花雪シンフォニア | ナノ

体が宙を舞う、なんて表現は何処ぞの漫画の世界だ、と思うのだが生憎今の俺にはその言葉が一番相応しい。
池袋で噂の『池袋最強』『自動喧嘩人形』がどういう人物なのか興味を持ったのが全ての発端。
彼を見た瞬間、自分でもいつの間にか声をかけていた。
否、本当にいつの間にかである。
噂を聞いていた筈なのに彼に声をかけ、次々と質問をしてしまったのが悪かったのか、俺は彼を怒らせてしまったらしい。

彼、平和島静雄が怒った本当の原因は分からない。
しかし『池袋最強』の噂は本当だったということは分かった。


池袋で最も『喧嘩を売ってはいけない男』
その力は自販機や街灯、ガードレールなどを片手で容易くひっこ抜いて投げ飛ばし、車をサッカーボールのように蹴り転がす。


そんな人物に自分は手を出してしまったのだ、と。
それを今、身をもって思い知った。


君子、危うきに近寄らず。
古人は正しかった。



―――其処で俺の意識はブラックアウトした。



  ♂♀



次に彼の意識が戻ったのは正確な時間は不明だがそれでも他の人物に比べて割と早い方だった。
否。意識が戻ったと言うより、彼の身体は何処も彼処も悲鳴をあげ、意識が戻らざるを得なかったという方が正しい表現なのだが彼にとってそんな事はどうでも良かった。

とりあえず現状把握をしようと身体を動かそうとする。
しかし、痛みの方がやはり勝るのか、呻き声の方が先に出てしまった。

「うっ・・・」

「・・・・・・大丈夫ですか」

自分とそう変わらない距離で聞こえた声に思わず彼は硬直した。
恐らく自分に向けられているであろうセリフに返事を返し、身体を何とか起き上がらせる。
ただそれだけの作業なのにも関わらず酷く疲れたのは、それだけ平和島静雄から受けたダメージが大きかったからだろうと判断し、先程の声の持ち主を一目見ようと首を動かす。


―――そして彼は見事に固まった。


彼の視線の先にはまだ少女とも言えるような妙齢の女性だった。
しかし、少年と言われたら納得してしまいそうな位、中性的で艶やかな顔だ。
容姿端麗、明眸皓歯、高嶺の花、といった言葉がよく似合う容姿で、まさに『美人』という言葉を具現化させたような存在だった。

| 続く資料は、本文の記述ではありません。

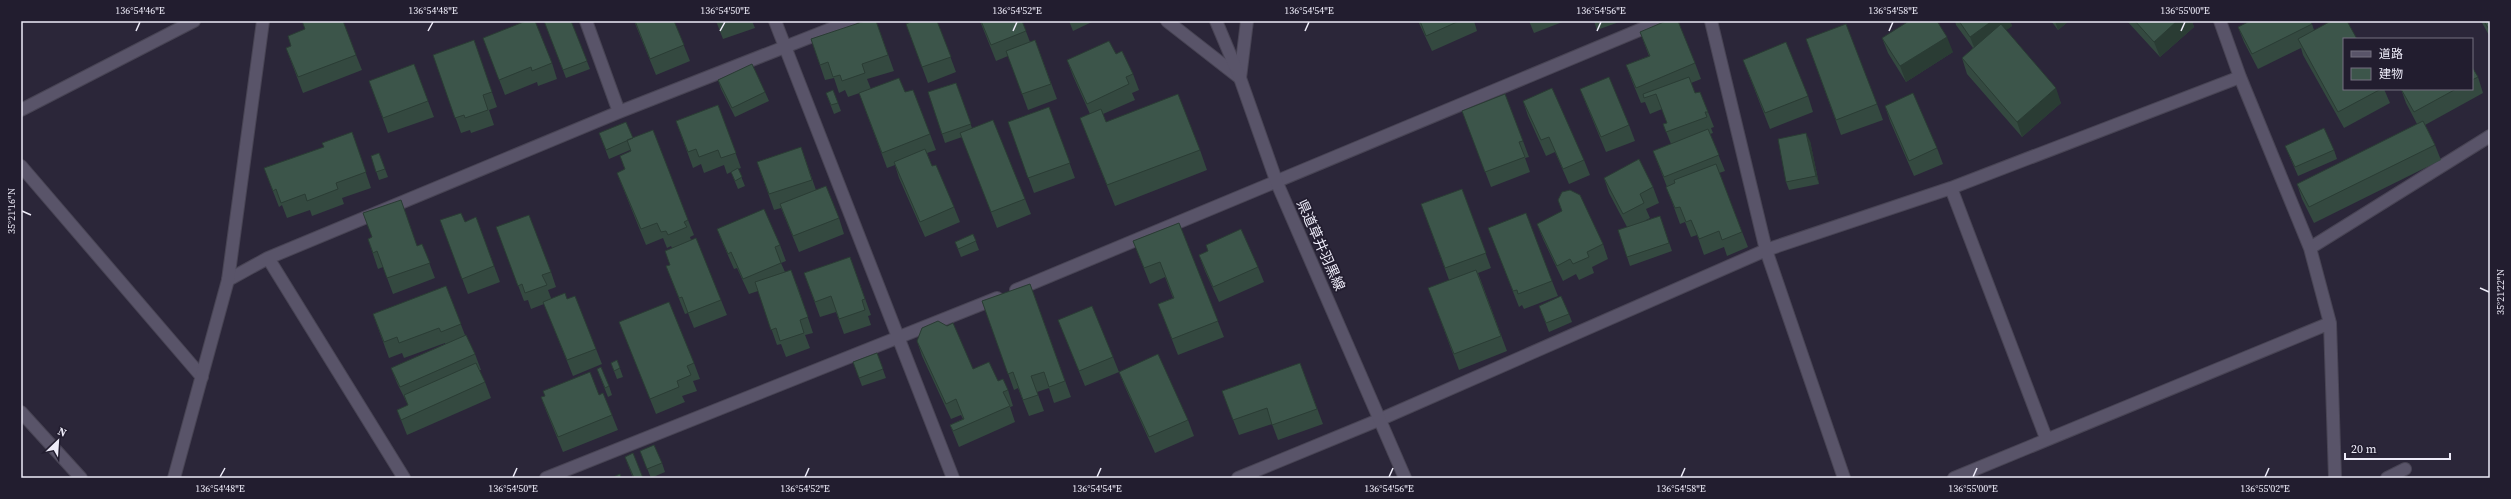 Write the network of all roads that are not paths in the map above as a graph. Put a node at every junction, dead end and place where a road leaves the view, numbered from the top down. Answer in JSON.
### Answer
{"nodes":[{"id":1,"x":194,"y":21,"type":"edge"},
{"id":2,"x":263,"y":21,"type":"edge"},
{"id":3,"x":586,"y":21,"type":"edge"},
{"id":4,"x":775,"y":21,"type":"edge"},
{"id":5,"x":851,"y":21,"type":"edge"},
{"id":6,"x":1167,"y":21,"type":"edge"},
{"id":7,"x":1216,"y":21,"type":"edge"},
{"id":8,"x":1247,"y":21,"type":"edge"},
{"id":9,"x":1661,"y":21,"type":"edge"},
{"id":10,"x":1710,"y":21,"type":"edge"},
{"id":11,"x":2220,"y":21,"type":"edge"},
{"id":12,"x":785,"y":46,"type":"junction"},
{"id":13,"x":2240,"y":77,"type":"junction"},
{"id":14,"x":1240,"y":78,"type":"junction"},
{"id":15,"x":21,"y":110,"type":"edge"},
{"id":16,"x":619,"y":112,"type":"junction"},
{"id":17,"x":2490,"y":136,"type":"edge"},
{"id":18,"x":21,"y":166,"type":"edge"},
{"id":19,"x":1277,"y":183,"type":"junction"},
{"id":20,"x":1951,"y":188,"type":"junction"},
{"id":21,"x":2310,"y":248,"type":"junction"},
{"id":22,"x":1766,"y":250,"type":"junction"},
{"id":23,"x":268,"y":258,"type":"junction"},
{"id":24,"x":228,"y":280,"type":"junction"},
{"id":25,"x":2330,"y":323,"type":"junction"},
{"id":26,"x":899,"y":338,"type":"junction"},
{"id":27,"x":202,"y":377,"type":"junction"},
{"id":28,"x":21,"y":412,"type":"edge"},
{"id":29,"x":1380,"y":419,"type":"junction"},
{"id":30,"x":2046,"y":438,"type":"junction"},
{"id":31,"x":2405,"y":469,"type":"dead end"},
{"id":32,"x":81,"y":478,"type":"edge"},
{"id":33,"x":174,"y":478,"type":"edge"},
{"id":34,"x":404,"y":478,"type":"edge"},
{"id":35,"x":546,"y":478,"type":"edge"},
{"id":36,"x":953,"y":478,"type":"edge"},
{"id":37,"x":1238,"y":478,"type":"edge"},
{"id":38,"x":1405,"y":478,"type":"edge"},
{"id":39,"x":1844,"y":478,"type":"edge"},
{"id":40,"x":1954,"y":478,"type":"edge"},
{"id":41,"x":2335,"y":478,"type":"edge"},
{"id":42,"x":2387,"y":478,"type":"edge"}],
"edges":[{"from":1,"to":15,"type":"street"},
{"from":2,"to":24,"type":"street"},
{"from":3,"to":16,"type":"street"},
{"from":4,"to":12,"type":"street"},
{"from":5,"to":12,"type":"street"},
{"from":6,"to":14,"type":"street"},
{"from":7,"to":14,"type":"street","name":"県道草井羽黒線"},
{"from":8,"to":14,"type":"street"},
{"from":9,"to":19,"type":"street"},
{"from":10,"to":22,"type":"street"},
{"from":11,"to":13,"type":"street"},
{"from":12,"to":16,"type":"street"},
{"from":12,"to":26,"type":"street"},
{"from":13,"to":20,"type":"street"},
{"from":13,"to":21,"type":"street"},
{"from":14,"to":19,"type":"street","name":"県道草井羽黒線"},
{"from":16,"to":23,"type":"street"},
{"from":17,"to":21,"type":"street"},
{"from":18,"to":27,"type":"street"},
{"from":19,"to":26,"type":"street"},
{"from":19,"to":29,"type":"street","name":"県道草井羽黒線"},
{"from":20,"to":22,"type":"street"},
{"from":20,"to":30,"type":"street"},
{"from":21,"to":25,"type":"street"},
{"from":22,"to":29,"type":"street"},
{"from":22,"to":39,"type":"street"},
{"from":23,"to":24,"type":"street"},
{"from":23,"to":34,"type":"street"},
{"from":24,"to":27,"type":"street"},
{"from":25,"to":30,"type":"street"},
{"from":25,"to":41,"type":"street"},
{"from":26,"to":35,"type":"street"},
{"from":26,"to":36,"type":"street"},
{"from":27,"to":33,"type":"street"},
{"from":28,"to":32,"type":"street"},
{"from":29,"to":37,"type":"street"},
{"from":29,"to":38,"type":"street","name":"県道草井羽黒線"},
{"from":30,"to":40,"type":"street"},
{"from":31,"to":42,"type":"street"}]}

絹糸のような一本一本が無数に合わさり、水流のような滑らかさを生み出している腰まで届く髪の毛は緑の黒髪と呼ぶに相応しい。
周りの男が放っておかないと断言出来る位の美女(もしかしたら美少女かもしれない)ぶりであるが―――彼女は何処か冷たい雰囲気を全身に纏っており、また周囲に近寄りがたいと思わせる空気を醸し出していた。

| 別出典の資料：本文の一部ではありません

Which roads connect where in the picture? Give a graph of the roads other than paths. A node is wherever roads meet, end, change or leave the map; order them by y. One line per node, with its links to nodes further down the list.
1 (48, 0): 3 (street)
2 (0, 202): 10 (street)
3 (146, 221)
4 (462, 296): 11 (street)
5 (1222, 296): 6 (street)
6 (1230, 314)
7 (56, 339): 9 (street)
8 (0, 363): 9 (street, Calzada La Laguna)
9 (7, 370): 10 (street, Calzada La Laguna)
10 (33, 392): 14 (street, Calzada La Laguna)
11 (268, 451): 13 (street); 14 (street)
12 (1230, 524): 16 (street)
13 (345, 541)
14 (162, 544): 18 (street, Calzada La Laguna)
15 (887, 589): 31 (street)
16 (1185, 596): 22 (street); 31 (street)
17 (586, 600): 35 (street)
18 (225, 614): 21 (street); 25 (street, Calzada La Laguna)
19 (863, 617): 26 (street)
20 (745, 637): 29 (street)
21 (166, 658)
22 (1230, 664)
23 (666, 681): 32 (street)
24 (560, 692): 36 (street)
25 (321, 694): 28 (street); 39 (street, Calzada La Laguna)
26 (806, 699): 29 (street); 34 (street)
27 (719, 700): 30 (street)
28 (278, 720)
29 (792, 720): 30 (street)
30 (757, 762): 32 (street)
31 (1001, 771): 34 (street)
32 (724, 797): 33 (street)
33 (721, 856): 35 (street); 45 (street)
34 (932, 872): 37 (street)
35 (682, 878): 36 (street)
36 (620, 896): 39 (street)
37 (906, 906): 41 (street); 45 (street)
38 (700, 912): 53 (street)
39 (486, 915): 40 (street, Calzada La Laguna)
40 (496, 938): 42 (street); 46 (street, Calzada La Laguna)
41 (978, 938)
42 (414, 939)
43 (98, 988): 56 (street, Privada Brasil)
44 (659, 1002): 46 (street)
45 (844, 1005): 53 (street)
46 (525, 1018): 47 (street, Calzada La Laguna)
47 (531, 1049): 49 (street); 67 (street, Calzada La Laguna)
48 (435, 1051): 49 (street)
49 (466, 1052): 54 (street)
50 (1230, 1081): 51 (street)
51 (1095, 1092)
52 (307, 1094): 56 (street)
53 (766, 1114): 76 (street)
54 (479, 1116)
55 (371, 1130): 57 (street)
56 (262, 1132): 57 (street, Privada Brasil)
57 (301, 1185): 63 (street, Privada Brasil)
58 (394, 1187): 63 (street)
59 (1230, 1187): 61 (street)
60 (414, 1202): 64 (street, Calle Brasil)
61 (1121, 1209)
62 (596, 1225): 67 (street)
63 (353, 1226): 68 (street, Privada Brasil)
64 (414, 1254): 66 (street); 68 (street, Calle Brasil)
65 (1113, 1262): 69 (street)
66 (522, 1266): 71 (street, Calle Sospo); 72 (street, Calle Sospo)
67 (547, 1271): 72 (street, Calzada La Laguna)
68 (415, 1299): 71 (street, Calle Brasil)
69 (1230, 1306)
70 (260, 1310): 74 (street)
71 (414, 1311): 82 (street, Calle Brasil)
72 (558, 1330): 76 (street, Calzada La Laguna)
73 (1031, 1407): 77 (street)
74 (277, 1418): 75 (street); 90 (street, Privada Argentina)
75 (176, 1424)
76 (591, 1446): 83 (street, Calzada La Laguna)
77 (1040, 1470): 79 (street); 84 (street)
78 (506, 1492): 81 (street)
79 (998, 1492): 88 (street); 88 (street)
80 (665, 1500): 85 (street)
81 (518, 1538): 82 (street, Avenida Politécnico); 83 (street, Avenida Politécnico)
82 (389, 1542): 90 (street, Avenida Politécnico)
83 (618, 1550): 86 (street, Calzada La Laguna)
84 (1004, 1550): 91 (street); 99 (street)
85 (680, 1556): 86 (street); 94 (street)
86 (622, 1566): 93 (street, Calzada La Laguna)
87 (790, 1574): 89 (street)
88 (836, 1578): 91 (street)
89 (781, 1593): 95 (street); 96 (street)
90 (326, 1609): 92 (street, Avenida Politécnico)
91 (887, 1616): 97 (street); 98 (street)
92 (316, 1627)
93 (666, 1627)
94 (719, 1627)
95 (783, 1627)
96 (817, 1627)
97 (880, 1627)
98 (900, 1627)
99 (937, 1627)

思わず彼女―――平和島栞の顔を凝視し続けた為か、彼女が痺れを切らしたように口を開く。
普通なら自分の顔を無言で見つめられようものなら何かしら表情を崩すのに、彼女の表情は一切変わらず無表情のままだったので、本当に痺れを切らしたのか怪しかったのだが。


しかし、今の彼にとってそれ所ではなかった。
身体中傷だらけで痛い筈なのに、彼はその痛みも傷も忘れて、栞の両手を掴んだ。


「・・・あの、どうかし、」ガシッ
「君、アイドルとか芸能界に興味ないかい!?否、アイドルにならないか!?」
「・・・・・・・・・・・・」


彼女はきっと芸能界で輝く逸材であると、確信しての一言だった。

  脇役Aの事情

話としては1.5話といったところ。
静雄に声をかけてきたのは実は芸能事務所のスカウトマンだったんだよ、という裏話。
第2章はつまり主人公が芸能界に一歩踏み入れるまでの話を書く予定。

因みに主人公の容姿を描写するシーンがありましたが殆ど原作から引用しています。
更に付け加えると多分この時の主人公は高校生。